A Comparison of the Treatent of Selected Subjects in American History in the Ninth, Eleventh, and Fourteenth Editions of the Encycloaedia Britannica

Graduation Date

Spring 1960

Document Type

Master's Thesis

Document Form

Print

Degree Name

Master of Arts

Degree Granting Institution

Catholic University of America

Program Name

Humanities

Abstract

Some years ago, when I was teaching American history to high school seniors, I came across an American history text­book published in 1907. The title of the book and its author have been forgotten, but the inspiration for this paper is a direct result of my idle thumbing through the pages of the book. It was during the second semester of the course, and my class stood on the brink of the Spanish-American War. Anxious to see what our parents or grandparents had learned about that War, I read the section dealing with the events leading up to that summer conflict in my 1907 textbook.

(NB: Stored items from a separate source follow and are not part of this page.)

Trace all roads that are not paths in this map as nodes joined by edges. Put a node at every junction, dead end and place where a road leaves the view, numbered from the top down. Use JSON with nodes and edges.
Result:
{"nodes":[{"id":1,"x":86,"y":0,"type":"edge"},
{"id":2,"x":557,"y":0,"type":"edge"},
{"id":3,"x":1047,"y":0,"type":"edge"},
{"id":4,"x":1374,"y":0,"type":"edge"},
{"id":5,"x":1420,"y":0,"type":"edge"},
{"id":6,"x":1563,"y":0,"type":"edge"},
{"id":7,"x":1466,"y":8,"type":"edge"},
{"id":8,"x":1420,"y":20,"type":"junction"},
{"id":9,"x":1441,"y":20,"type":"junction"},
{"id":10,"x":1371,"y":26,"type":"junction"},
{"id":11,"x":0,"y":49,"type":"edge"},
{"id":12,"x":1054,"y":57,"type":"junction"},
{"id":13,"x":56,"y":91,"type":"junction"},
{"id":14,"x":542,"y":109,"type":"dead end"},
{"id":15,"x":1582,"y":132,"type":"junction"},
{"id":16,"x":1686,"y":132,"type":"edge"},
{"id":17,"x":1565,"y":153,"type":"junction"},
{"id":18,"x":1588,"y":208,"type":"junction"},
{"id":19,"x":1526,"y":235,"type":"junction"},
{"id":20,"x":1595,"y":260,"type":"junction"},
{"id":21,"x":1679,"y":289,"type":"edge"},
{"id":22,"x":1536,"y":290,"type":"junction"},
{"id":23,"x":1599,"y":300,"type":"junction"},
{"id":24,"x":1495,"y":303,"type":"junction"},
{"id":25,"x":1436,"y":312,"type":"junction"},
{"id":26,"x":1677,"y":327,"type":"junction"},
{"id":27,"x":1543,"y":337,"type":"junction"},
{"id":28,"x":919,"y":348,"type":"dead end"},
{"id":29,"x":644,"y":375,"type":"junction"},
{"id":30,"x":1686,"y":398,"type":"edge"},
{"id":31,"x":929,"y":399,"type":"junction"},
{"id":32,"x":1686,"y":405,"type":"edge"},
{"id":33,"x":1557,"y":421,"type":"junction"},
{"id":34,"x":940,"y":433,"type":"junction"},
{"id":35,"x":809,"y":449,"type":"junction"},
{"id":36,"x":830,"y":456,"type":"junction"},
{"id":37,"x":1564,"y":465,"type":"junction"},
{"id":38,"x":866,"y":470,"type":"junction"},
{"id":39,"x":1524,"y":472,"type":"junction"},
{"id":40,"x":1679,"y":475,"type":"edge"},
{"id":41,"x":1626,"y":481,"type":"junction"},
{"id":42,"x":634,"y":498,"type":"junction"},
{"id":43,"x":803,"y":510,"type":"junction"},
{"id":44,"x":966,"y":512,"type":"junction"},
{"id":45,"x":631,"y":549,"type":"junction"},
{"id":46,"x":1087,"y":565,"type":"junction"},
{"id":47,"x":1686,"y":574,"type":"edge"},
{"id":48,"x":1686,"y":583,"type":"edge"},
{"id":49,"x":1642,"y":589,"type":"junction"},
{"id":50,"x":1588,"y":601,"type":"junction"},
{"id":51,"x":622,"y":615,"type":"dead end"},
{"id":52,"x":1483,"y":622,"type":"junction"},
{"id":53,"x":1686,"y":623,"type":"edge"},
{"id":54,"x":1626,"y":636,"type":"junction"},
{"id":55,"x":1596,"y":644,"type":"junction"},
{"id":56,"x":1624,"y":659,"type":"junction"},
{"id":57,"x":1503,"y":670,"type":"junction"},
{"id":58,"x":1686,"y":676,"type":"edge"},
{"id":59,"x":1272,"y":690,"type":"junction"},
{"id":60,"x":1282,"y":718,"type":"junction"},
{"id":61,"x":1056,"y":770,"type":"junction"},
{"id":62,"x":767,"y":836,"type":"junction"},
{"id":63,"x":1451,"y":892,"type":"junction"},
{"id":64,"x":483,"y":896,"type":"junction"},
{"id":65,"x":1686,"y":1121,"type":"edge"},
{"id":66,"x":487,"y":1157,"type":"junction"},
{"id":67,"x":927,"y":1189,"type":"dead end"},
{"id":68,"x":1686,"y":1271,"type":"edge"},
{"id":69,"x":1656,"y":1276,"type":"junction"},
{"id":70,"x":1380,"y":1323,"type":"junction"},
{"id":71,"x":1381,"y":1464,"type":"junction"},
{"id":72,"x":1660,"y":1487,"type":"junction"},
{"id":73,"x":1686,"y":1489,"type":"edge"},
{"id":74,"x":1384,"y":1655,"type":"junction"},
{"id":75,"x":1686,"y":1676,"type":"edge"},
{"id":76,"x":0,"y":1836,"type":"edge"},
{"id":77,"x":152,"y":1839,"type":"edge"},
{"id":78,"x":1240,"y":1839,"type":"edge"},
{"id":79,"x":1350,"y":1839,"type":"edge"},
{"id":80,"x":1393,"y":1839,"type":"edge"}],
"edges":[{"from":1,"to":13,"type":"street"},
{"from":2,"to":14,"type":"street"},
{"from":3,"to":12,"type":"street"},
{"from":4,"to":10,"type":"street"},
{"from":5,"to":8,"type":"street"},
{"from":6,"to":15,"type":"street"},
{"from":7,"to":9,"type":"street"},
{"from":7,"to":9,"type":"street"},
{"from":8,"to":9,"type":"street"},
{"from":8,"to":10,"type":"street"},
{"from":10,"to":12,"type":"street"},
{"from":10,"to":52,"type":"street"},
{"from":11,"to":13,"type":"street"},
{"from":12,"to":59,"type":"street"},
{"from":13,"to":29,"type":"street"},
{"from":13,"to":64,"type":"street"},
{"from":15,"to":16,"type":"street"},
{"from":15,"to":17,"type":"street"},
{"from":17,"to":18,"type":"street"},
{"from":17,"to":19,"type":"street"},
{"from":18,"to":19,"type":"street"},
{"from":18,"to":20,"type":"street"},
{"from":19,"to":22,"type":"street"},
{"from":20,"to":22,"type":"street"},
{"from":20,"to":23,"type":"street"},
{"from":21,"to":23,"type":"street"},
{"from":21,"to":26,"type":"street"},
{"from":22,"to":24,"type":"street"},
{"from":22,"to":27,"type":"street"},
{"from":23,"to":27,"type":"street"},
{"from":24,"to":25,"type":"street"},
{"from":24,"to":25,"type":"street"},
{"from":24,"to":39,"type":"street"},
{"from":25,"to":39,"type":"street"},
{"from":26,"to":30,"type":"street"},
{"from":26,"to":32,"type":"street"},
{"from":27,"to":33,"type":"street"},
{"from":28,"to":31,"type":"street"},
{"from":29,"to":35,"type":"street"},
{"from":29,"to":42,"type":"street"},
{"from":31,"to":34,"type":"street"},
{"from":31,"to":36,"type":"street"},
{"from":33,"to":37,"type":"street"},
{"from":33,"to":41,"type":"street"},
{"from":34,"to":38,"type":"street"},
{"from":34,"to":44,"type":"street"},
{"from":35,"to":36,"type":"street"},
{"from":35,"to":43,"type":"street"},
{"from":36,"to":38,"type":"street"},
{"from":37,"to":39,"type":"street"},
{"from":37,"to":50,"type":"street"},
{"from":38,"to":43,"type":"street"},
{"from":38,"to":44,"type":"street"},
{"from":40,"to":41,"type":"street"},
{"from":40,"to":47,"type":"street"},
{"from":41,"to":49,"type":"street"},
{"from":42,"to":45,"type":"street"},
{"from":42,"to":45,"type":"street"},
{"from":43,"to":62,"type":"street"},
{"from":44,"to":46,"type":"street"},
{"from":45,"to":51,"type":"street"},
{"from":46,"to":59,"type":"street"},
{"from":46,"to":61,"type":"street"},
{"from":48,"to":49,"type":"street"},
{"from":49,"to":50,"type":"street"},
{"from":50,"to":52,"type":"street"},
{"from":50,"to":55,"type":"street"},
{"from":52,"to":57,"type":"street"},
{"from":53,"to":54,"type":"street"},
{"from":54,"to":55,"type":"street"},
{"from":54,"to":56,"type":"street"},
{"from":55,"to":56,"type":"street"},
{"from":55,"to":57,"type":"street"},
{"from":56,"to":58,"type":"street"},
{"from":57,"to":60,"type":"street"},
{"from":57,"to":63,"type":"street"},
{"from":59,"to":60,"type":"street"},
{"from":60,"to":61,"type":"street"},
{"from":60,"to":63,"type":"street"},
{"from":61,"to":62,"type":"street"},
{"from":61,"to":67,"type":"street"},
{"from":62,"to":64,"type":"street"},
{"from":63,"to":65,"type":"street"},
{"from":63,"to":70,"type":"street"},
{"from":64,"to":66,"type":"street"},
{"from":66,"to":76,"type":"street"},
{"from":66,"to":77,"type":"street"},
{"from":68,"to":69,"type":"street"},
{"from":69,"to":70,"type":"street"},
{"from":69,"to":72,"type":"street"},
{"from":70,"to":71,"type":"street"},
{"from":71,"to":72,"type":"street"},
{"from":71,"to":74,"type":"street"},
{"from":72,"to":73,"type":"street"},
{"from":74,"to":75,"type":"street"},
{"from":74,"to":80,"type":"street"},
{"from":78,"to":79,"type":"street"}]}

Written during what has aptly been called America's "Age of Innocence," the old text presented quite a contrast to the rather brittle and caustic treatment of the Spanish-American War by Thomas Bailey in The American Pageant,1 the text that my students were then using.

Inspired as I was by my interesting and amusing discovery I decided to pursue, for the subject of my dissertation, the question of how much change there had been in the writing of American history in the last two or three generations as repre­sented in textbooks used by high schools. Discussing this problem with the Right Reverend Monsignor James M. Campbell, I was dissuaded from my original intent because of the mechanical difficulty of obtaining the necessary material without being able to travel to places like the Library of Congress and the Office of Education in Washington, D. C. Father Campbell also suggested that the subject I had chosen was too monumental for a Master's dissertation, and that I would be wiser to confine myself to various editions of the Encyclopaedia Britannica; that reference work being quite representa­tive, in its historical material, of any trends occurring in the field of American historiography.

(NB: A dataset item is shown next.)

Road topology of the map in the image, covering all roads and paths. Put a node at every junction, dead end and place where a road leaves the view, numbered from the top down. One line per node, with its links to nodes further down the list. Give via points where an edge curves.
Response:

I have selected, therefore, for my subject A Comparison of the Treatment of Selected Subjects in American History in the Ninth, Eleventh and Fourteenth Editions of the Encyclopaedia Britannica. I have started with the Ninth edition, rather than going back to earlier editions, because that is the first edition of the Encyclopaedia that had substantial American participation in its production and marketing. The Tenth, Twelfth, and Thirteenth Editions are not included as they were merely supplements to their predecessors and not really new editions in the true sense of the word.